No quadro de lousa.
- Incinerada, incinerada, incinerada, incinerada, incinerada, incinerada, incinerada, incinerada, incinerada, incinerada.
- Talibãs, talibãs, talibãs, talibãs, talibãs, talibãs, talibãs, talibãs, talibãs, talibãs.
Devia escrever 100 vezes cada uma, mas fico-me pelas 10. Isto porque descobri erros nos postais anteriores. Deve haver mais, mas ao menos estes corrijo. Por falar em talibãs (plural de talibã), no Público optou-se pela estranha fórmula "taliban", ou seja, pelo inglês. Será medo ou esquecimento do português?
Há 24 anos um distinto diplomata, já desaparecido, desabafou-me o quanto o irritava a designação "palestiniano" usada nos jornais. Como se palestino não chegasse.

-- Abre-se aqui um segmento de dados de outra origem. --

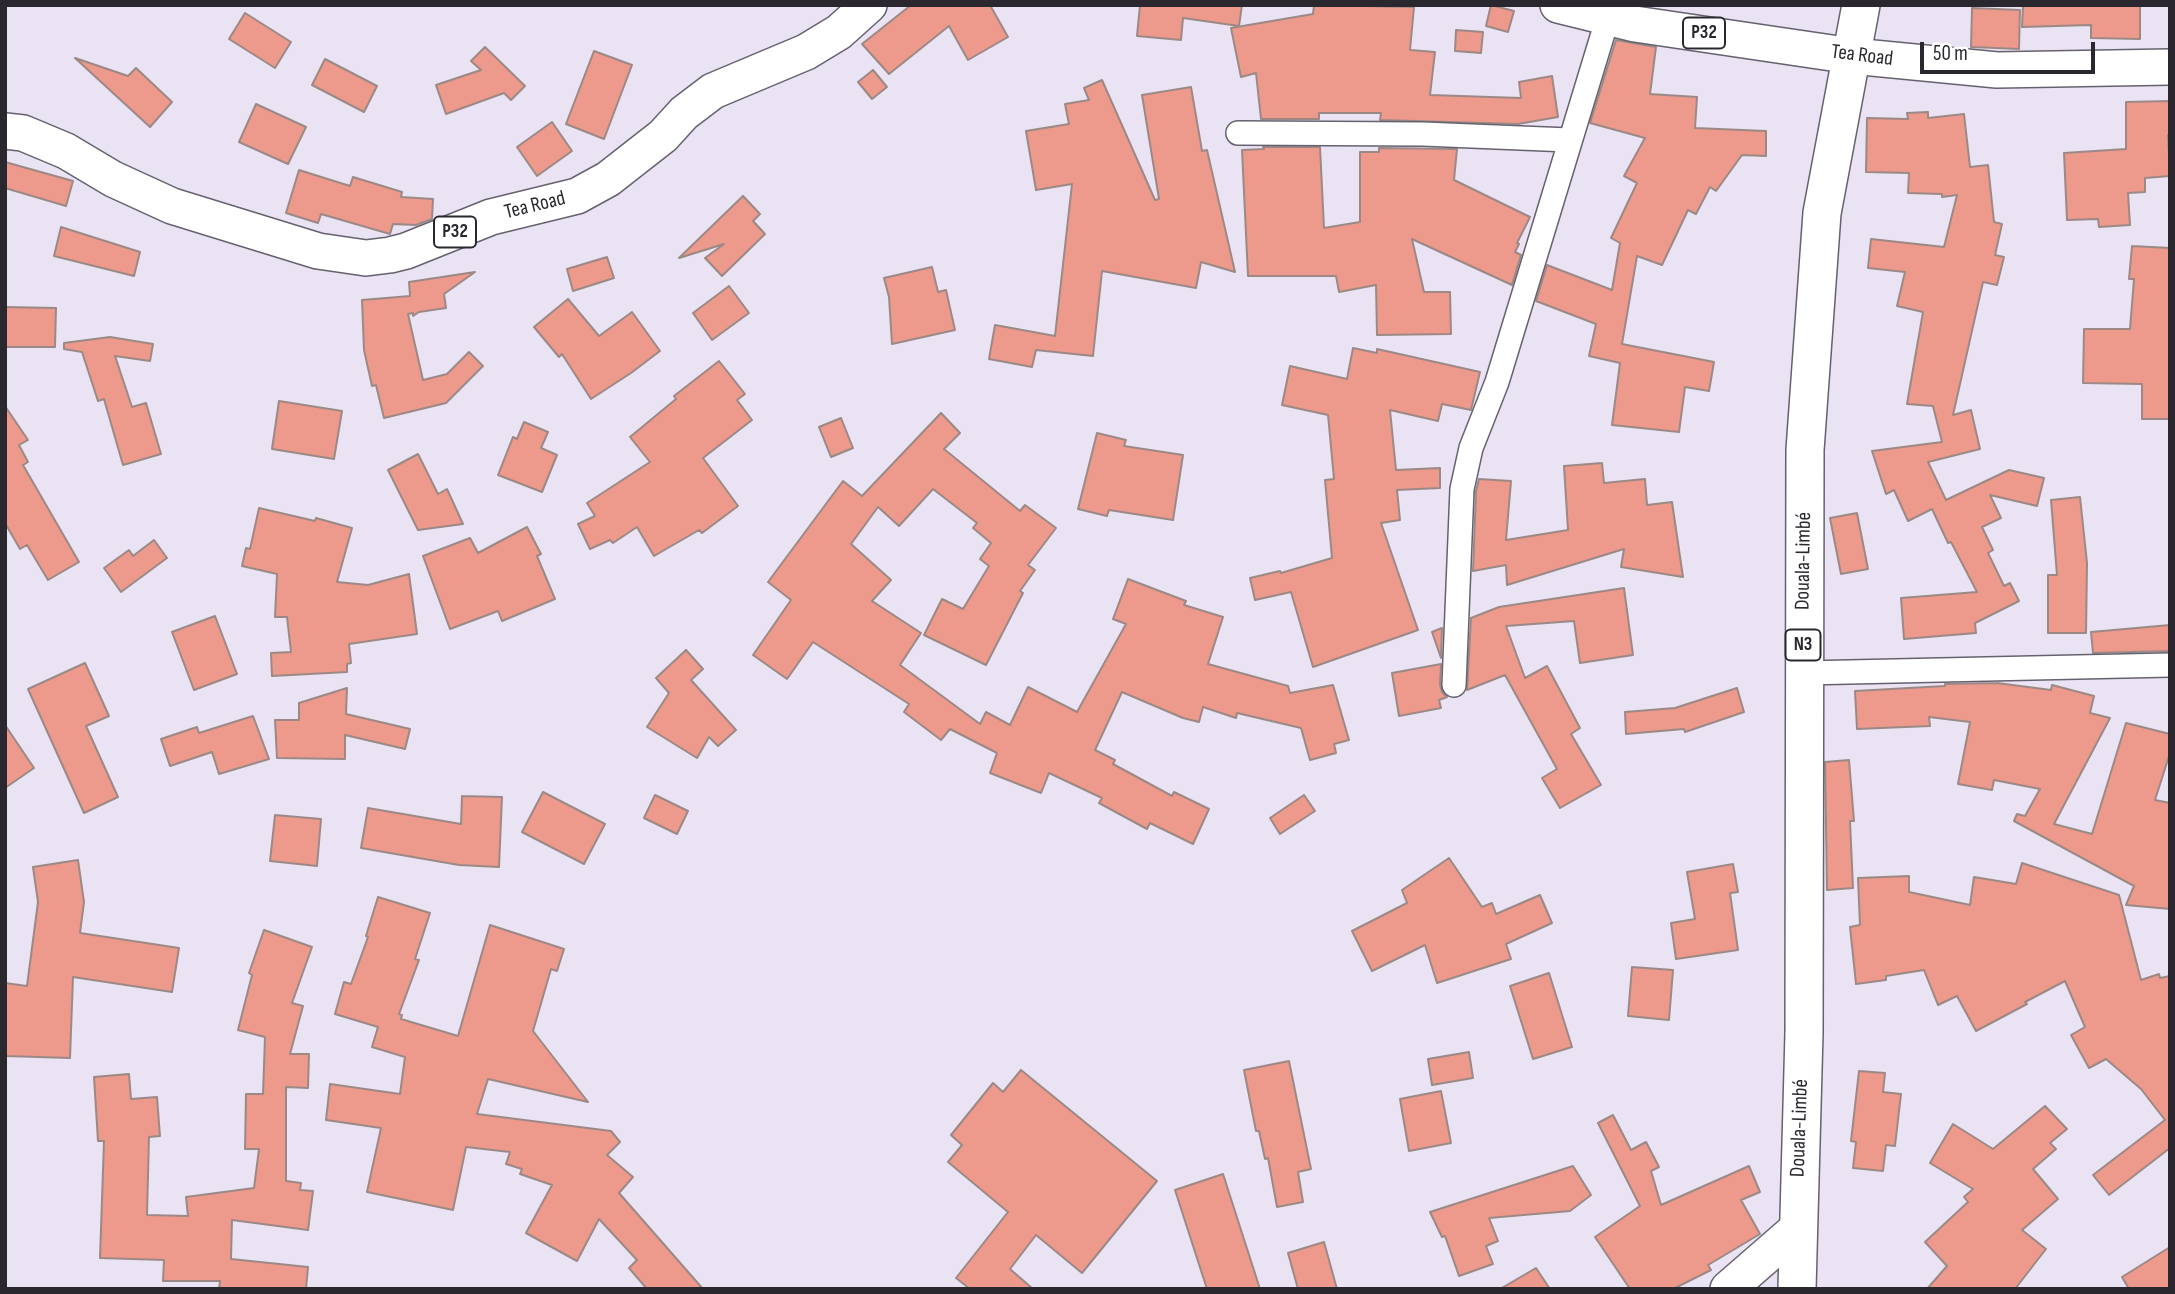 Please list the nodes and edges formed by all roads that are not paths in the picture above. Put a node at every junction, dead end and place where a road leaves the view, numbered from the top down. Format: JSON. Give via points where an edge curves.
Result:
{"nodes":[{"id":1,"x":869,"y":5,"type":"edge"},
{"id":2,"x":1558,"y":5,"type":"edge"},
{"id":3,"x":1861,"y":5,"type":"edge"},
{"id":4,"x":1608,"y":17,"type":"junction"},
{"id":5,"x":1852,"y":56,"type":"junction"},
{"id":6,"x":2170,"y":67,"type":"edge"},
{"id":7,"x":5,"y":131,"type":"edge"},
{"id":8,"x":1238,"y":133,"type":"dead end"},
{"id":9,"x":1570,"y":140,"type":"junction"},
{"id":10,"x":2170,"y":665,"type":"edge"},
{"id":11,"x":1803,"y":673,"type":"junction"},
{"id":12,"x":1454,"y":685,"type":"dead end"},
{"id":13,"x":1797,"y":1229,"type":"junction"},
{"id":14,"x":1728,"y":1289,"type":"edge"},
{"id":15,"x":1797,"y":1289,"type":"edge"}],
"edges":[{"from":1,"to":7,"type":"main road","name":"Tea Road","number":"P32","via":[[839,32],[806,52],[713,91],[663,136],[587,190],[491,217],[390,255],[366,258],[318,251],[172,206],[66,151],[23,133]]},
{"from":2,"to":4,"type":"main road","name":"Tea Road","number":"P32"},
{"from":3,"to":5,"type":"highway","name":"Douala-Limbé","number":"N3"},
{"from":4,"to":5,"type":"main road","name":"Tea Road","number":"P32"},
{"from":4,"to":9,"type":"street"},
{"from":5,"to":6,"type":"main road","name":"Tea Road","number":"P32","via":[[1997,71]]},
{"from":5,"to":11,"type":"highway","name":"Douala-Limbé","number":"N3","via":[[1822,213],[1805,450]]},
{"from":8,"to":9,"type":"street"},
{"from":9,"to":12,"type":"street","via":[[1497,382],[1466,468]]},
{"from":10,"to":11,"type":"street"},
{"from":11,"to":13,"type":"highway","name":"Douala-Limbé","number":"N3","via":[[1804,1033]]},
{"from":13,"to":14,"type":"main road"},
{"from":13,"to":15,"type":"highway","name":"Douala-Limbé","number":"N3"}]}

Perdeu essa batalha.
Mas voltando aos erros e gralhas das Comezinhas, não me valendo a professora primária ou almas caridosas e tendo grandes reservas no corrector ortográfico disponível, vou relendo o que escrevo para intuitivamente tentar (tentar, sublinho) não deixar grandes vergonhas - isto faz lembrar gente próxima de outros tempos que depois de fazer as contas na máquina calculadora, tirava as teimas fazendo-as à mão nas agendas anuais (sim, aquelas onde se assentavam diariamente as despesas; um outro mundo). Às vezes, dou pelas gralhas e erros horas ou dias depois e toca a corrigir. Enfim, que embrulhada aqui vai, o que vale é que faço a festa, atiro os foguetes e apanho as canas. É o que dá ter os neurónios a tinir violoncelos de Bach.
Só mais uma coisinha e já vos deixo em paz: não sei se repararam mas usei o verbo 'assentar'. Mais um termo em desuso. Isto já é missão. Agora ide em paz (assusta, não assusta?), deve haver muito mais interessante para fazer.